- Opening Delimiter -

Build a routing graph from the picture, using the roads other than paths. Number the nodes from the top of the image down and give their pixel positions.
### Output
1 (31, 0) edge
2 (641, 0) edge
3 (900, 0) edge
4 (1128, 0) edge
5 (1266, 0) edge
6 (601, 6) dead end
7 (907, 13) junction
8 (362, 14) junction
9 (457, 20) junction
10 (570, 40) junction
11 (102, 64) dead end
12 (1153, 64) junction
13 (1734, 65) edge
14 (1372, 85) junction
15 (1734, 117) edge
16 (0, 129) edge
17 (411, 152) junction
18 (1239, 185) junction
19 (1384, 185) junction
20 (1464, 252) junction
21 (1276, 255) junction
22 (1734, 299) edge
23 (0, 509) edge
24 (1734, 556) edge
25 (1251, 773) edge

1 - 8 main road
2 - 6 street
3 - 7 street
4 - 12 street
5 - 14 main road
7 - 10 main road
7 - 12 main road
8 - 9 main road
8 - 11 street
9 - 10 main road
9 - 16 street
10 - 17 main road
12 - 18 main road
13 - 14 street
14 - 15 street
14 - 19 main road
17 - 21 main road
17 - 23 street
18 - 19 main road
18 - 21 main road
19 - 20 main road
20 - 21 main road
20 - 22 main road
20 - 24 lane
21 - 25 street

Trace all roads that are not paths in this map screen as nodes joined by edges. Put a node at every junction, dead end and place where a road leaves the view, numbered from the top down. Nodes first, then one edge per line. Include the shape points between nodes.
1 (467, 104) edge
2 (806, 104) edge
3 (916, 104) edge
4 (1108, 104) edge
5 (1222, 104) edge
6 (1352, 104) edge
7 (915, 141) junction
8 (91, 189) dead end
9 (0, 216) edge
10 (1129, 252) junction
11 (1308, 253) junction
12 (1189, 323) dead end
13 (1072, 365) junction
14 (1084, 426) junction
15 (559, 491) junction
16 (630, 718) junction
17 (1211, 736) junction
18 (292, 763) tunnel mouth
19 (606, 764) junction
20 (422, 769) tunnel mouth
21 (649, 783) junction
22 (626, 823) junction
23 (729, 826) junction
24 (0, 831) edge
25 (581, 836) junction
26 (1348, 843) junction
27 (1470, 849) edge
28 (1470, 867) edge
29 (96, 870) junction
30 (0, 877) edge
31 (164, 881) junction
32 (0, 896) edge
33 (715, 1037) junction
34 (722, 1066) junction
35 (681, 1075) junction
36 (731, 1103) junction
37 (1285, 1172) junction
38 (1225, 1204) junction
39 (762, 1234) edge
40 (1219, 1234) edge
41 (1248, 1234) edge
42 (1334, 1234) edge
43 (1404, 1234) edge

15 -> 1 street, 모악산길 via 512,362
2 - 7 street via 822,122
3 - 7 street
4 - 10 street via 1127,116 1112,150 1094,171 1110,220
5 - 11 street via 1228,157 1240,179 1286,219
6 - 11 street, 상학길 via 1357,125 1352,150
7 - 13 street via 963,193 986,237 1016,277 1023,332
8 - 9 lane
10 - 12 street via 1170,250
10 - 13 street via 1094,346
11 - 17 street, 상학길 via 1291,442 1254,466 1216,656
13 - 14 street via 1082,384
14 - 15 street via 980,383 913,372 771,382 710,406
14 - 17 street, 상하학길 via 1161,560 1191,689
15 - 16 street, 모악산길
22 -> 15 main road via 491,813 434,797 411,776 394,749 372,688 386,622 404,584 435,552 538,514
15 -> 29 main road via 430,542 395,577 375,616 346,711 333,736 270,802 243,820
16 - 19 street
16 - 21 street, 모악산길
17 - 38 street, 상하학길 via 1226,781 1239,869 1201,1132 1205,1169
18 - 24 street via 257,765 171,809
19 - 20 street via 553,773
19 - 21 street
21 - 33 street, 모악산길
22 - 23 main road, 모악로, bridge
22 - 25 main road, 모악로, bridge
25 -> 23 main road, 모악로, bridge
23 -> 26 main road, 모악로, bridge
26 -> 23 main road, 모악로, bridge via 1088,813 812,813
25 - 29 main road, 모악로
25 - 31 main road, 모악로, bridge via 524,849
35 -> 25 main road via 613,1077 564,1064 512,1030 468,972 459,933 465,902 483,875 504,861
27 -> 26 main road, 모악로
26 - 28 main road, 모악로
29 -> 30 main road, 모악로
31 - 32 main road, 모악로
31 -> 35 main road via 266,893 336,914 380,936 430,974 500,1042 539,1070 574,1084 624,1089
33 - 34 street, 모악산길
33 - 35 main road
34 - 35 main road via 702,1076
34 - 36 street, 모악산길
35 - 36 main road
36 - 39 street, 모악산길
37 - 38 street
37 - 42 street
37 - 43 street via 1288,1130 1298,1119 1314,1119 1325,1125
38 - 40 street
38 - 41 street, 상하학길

- Closing Delimiter -

> [Work order]: Retype every line of the listing above exactly as given.

> [Result of the exercise]:
Build a routing graph from the picture, using the roads other than paths. Number the nodes from the top of the image down and give their pixel positions.
### Output
1 (31, 0) edge
2 (641, 0) edge
3 (900, 0) edge
4 (1128, 0) edge
5 (1266, 0) edge
6 (601, 6) dead end
7 (907, 13) junction
8 (362, 14) junction
9 (457, 20) junction
10 (570, 40) junction
11 (102, 64) dead end
12 (1153, 64) junction
13 (1734, 65) edge
14 (1372, 85) junction
15 (1734, 117) edge
16 (0, 129) edge
17 (411, 152) junction
18 (1239, 185) junction
19 (1384, 185) junction
20 (1464, 252) junction
21 (1276, 255) junction
22 (1734, 299) edge
23 (0, 509) edge
24 (1734, 556) edge
25 (1251, 773) edge

1 - 8 main road
2 - 6 street
3 - 7 street
4 - 12 street
5 - 14 main road
7 - 10 main road
7 - 12 main road
8 - 9 main road
8 - 11 street
9 - 10 main road
9 - 16 street
10 - 17 main road
12 - 18 main road
13 - 14 street
14 - 15 street
14 - 19 main road
17 - 21 main road
17 - 23 street
18 - 19 main road
18 - 21 main road
19 - 20 main road
20 - 21 main road
20 - 22 main road
20 - 24 lane
21 - 25 street

Trace all roads that are not paths in this map screen as nodes joined by edges. Put a node at every junction, dead end and place where a road leaves the view, numbered from the top down. Nodes first, then one edge per line. Include the shape points between nodes.
1 (467, 104) edge
2 (806, 104) edge
3 (916, 104) edge
4 (1108, 104) edge
5 (1222, 104) edge
6 (1352, 104) edge
7 (915, 141) junction
8 (91, 189) dead end
9 (0, 216) edge
10 (1129, 252) junction
11 (1308, 253) junction
12 (1189, 323) dead end
13 (1072, 365) junction
14 (1084, 426) junction
15 (559, 491) junction
16 (630, 718) junction
17 (1211, 736) junction
18 (292, 763) tunnel mouth
19 (606, 764) junction
20 (422, 769) tunnel mouth
21 (649, 783) junction
22 (626, 823) junction
23 (729, 826) junction
24 (0, 831) edge
25 (581, 836) junction
26 (1348, 843) junction
27 (1470, 849) edge
28 (1470, 867) edge
29 (96, 870) junction
30 (0, 877) edge
31 (164, 881) junction
32 (0, 896) edge
33 (715, 1037) junction
34 (722, 1066) junction
35 (681, 1075) junction
36 (731, 1103) junction
37 (1285, 1172) junction
38 (1225, 1204) junction
39 (762, 1234) edge
40 (1219, 1234) edge
41 (1248, 1234) edge
42 (1334, 1234) edge
43 (1404, 1234) edge

15 -> 1 street, 모악산길 via 512,362
2 - 7 street via 822,122
3 - 7 street
4 - 10 street via 1127,116 1112,150 1094,171 1110,220
5 - 11 street via 1228,157 1240,179 1286,219
6 - 11 street, 상학길 via 1357,125 1352,150
7 - 13 street via 963,193 986,237 1016,277 1023,332
8 - 9 lane
10 - 12 street via 1170,250
10 - 13 street via 1094,346
11 - 17 street, 상학길 via 1291,442 1254,466 1216,656
13 - 14 street via 1082,384
14 - 15 street via 980,383 913,372 771,382 710,406
14 - 17 street, 상하학길 via 1161,560 1191,689
15 - 16 street, 모악산길
22 -> 15 main road via 491,813 434,797 411,776 394,749 372,688 386,622 404,584 435,552 538,514
15 -> 29 main road via 430,542 395,577 375,616 346,711 333,736 270,802 243,820
16 - 19 street
16 - 21 street, 모악산길
17 - 38 street, 상하학길 via 1226,781 1239,869 1201,1132 1205,1169
18 - 24 street via 257,765 171,809
19 - 20 street via 553,773
19 - 21 street
21 - 33 street, 모악산길
22 - 23 main road, 모악로, bridge
22 - 25 main road, 모악로, bridge
25 -> 23 main road, 모악로, bridge
23 -> 26 main road, 모악로, bridge
26 -> 23 main road, 모악로, bridge via 1088,813 812,813
25 - 29 main road, 모악로
25 - 31 main road, 모악로, bridge via 524,849
35 -> 25 main road via 613,1077 564,1064 512,1030 468,972 459,933 465,902 483,875 504,861
27 -> 26 main road, 모악로
26 - 28 main road, 모악로
29 -> 30 main road, 모악로
31 - 32 main road, 모악로
31 -> 35 main road via 266,893 336,914 380,936 430,974 500,1042 539,1070 574,1084 624,1089
33 - 34 street, 모악산길
33 - 35 main road
34 - 35 main road via 702,1076
34 - 36 street, 모악산길
35 - 36 main road
36 - 39 street, 모악산길
37 - 38 street
37 - 42 street
37 - 43 street via 1288,1130 1298,1119 1314,1119 1325,1125
38 - 40 street
38 - 41 street, 상하학길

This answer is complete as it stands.